* _EXERCISE INSTRUCTIONS_
Print the data exactly as it is given, please.

* _MATERIALS PROVIDED_
►
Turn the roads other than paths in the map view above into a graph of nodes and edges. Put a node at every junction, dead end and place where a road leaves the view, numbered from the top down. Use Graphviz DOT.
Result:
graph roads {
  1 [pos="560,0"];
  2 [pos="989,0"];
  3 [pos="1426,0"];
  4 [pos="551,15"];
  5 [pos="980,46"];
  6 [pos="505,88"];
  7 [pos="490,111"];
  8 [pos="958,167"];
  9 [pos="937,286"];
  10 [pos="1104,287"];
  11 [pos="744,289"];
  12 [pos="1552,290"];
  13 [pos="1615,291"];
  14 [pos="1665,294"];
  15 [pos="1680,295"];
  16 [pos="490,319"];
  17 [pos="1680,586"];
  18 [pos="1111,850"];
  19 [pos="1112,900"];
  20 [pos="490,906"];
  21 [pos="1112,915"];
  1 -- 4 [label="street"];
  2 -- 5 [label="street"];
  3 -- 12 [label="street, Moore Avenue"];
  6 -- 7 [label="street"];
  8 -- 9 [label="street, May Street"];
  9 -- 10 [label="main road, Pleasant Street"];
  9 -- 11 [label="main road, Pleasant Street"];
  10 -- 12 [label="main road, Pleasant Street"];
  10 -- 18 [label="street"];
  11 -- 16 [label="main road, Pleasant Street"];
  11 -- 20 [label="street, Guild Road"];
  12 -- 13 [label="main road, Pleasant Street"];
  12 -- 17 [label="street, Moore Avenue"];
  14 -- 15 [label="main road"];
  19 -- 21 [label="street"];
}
◄
* _SOLUTION TO THE PROBLEM_
Turn the roads other than paths in the map view above into a graph of nodes and edges. Put a node at every junction, dead end and place where a road leaves the view, numbered from the top down. Use Graphviz DOT.
Result:
graph roads {
  1 [pos="560,0"];
  2 [pos="989,0"];
  3 [pos="1426,0"];
  4 [pos="551,15"];
  5 [pos="980,46"];
  6 [pos="505,88"];
  7 [pos="490,111"];
  8 [pos="958,167"];
  9 [pos="937,286"];
  10 [pos="1104,287"];
  11 [pos="744,289"];
  12 [pos="1552,290"];
  13 [pos="1615,291"];
  14 [pos="1665,294"];
  15 [pos="1680,295"];
  16 [pos="490,319"];
  17 [pos="1680,586"];
  18 [pos="1111,850"];
  19 [pos="1112,900"];
  20 [pos="490,906"];
  21 [pos="1112,915"];
  1 -- 4 [label="street"];
  2 -- 5 [label="street"];
  3 -- 12 [label="street, Moore Avenue"];
  6 -- 7 [label="street"];
  8 -- 9 [label="street, May Street"];
  9 -- 10 [label="main road, Pleasant Street"];
  9 -- 11 [label="main road, Pleasant Street"];
  10 -- 12 [label="main road, Pleasant Street"];
  10 -- 18 [label="street"];
  11 -- 16 [label="main road, Pleasant Street"];
  11 -- 20 [label="street, Guild Road"];
  12 -- 13 [label="main road, Pleasant Street"];
  12 -- 17 [label="street, Moore Avenue"];
  14 -- 15 [label="main road"];
  19 -- 21 [label="street"];
}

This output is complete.